In the case of “Enjoy poverty”, the whole film functions in a way that aims to destroy the potential redemption a first world viewer might usually feel about engaging with actions aimed to benefit populations of the third world. Nevertheless, the film does also play with the wish from a certain Art audience to receive some politically strong artistic engagement. The product is disseminated through specific circuits for its distribution that will enable the rising of its value to a certain level. That's how this film can be attributed the price of 30 euros for its online viewing. The film is playing the game it aims to analyze. Renzo makes some statements to underline his acknowledgement of this “The piece is the third in a series of films that, by enacting their own parameters, try to make visible their own complicity in a world obscured by depictions of it.” Still, it is possible to feel like one has gotten closer to the truth by watching it. Renzo has plenty of other ways to help people buy a brand new redemption, their “Indulgence”.

“We do not have externally given to us some fixed conception of reality which we can compare with our ideas, and thereby see how much agreement with reality the latter have. Reality, like everything else that has meaning, is a function of our ideas.”
John Dewey “knowledge as idealization”

There is no way out, this is a closed circuit, we are still on a certain side of the communication interface constructing our cultural representation of reality. A society's reality is nothing but a cultural artifact; it is a “social achivement, directed by the community of needs and interests and fostered in the interests of cooperation”
Therefore we have adapted a way to solve our ethical problems in accordance with how we provocked them in the first place. Ideology intervenes when reality gets analysed through a predefined system of ideas or categories.
Or as Zizek would say : “Ideology is our spontaneous relationship to our social world, how we perceive each meaning and so on and so on.”
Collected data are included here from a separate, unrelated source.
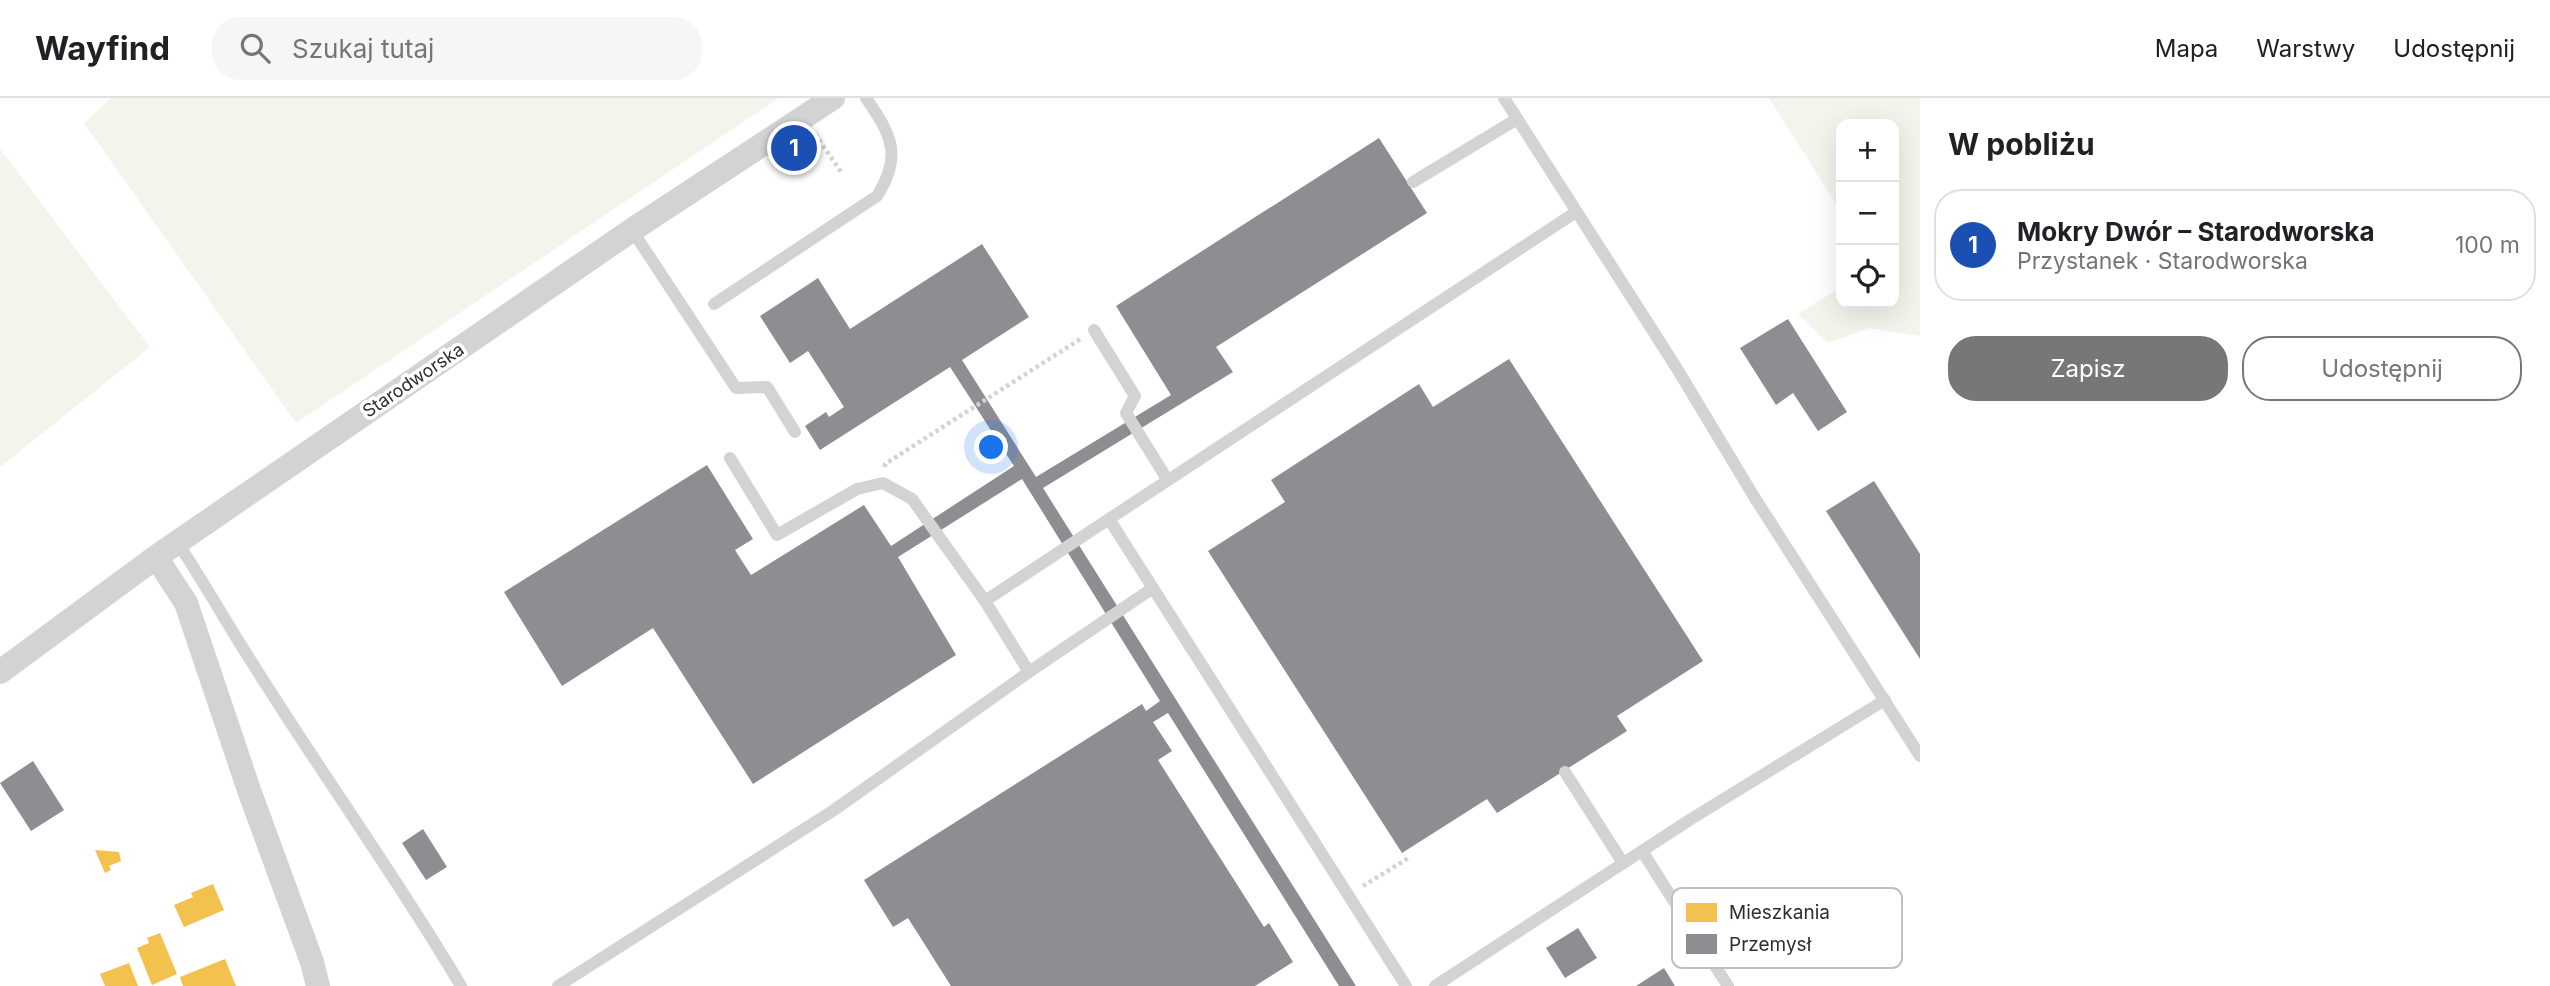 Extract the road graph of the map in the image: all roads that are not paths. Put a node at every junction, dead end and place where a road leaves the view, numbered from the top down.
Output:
1 (833, 98) edge
2 (866, 98) edge
3 (1504, 98) edge
4 (1517, 119) junction
5 (1413, 182) dead end
6 (1576, 212) junction
7 (632, 230) junction
8 (714, 304) dead end
9 (1094, 330) road end
10 (795, 432) dead end
11 (730, 458) dead end
12 (1167, 480) junction
13 (1109, 519) junction
14 (177, 542) junction
15 (156, 557) junction
16 (1153, 588) junction
17 (985, 601) junction
18 (0, 672) edge
19 (1029, 672) junction
20 (1885, 700) junction
21 (1920, 756) edge
22 (1565, 772) dead end
23 (1642, 851) junction
24 (1623, 863) junction
25 (1672, 898) edge
26 (1717, 968) edge
27 (318, 986) edge
28 (461, 986) edge
29 (558, 986) edge
30 (1406, 986) edge
31 (1435, 986) edge
32 (1728, 986) edge

1 - 7 street, Starodworska
2 - 8 lane
3 - 4 lane
4 - 5 lane
4 - 6 lane
6 - 12 lane
6 - 20 lane
7 - 10 lane
7 - 14 street, Starodworska
9 - 12 lane
11 - 17 lane
12 - 13 lane
13 - 16 lane
13 - 17 lane
14 - 15 street, Starodworska
14 - 28 lane
15 - 18 street, Starodworska
15 - 27 street
16 - 19 lane
16 - 30 lane
17 - 19 lane
19 - 29 lane
20 - 21 lane
20 - 23 lane
22 - 24 lane
23 - 24 lane
23 - 25 lane
24 - 31 lane
26 - 32 lane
Cultural capitalism resides more in our relationship to images than in the product they try to sell to us. An image isn't a reality, if we are not part of the whole scenary then all we get is weigthless signals. We naturally aim to reconstruct the whole space that has vanished behind the image. By doing so, we internalise what we see and append our personal vision to it. An image always leaves some free room for idealising the missing aspects of the space it evokes to our mind, located between our reality and our perception of a space which doesn't exist anymore. When it comes to cultural capitalism, things can be sum up this way : if we want to reach this hybrid space then we spend money, otherwise we can spend money too.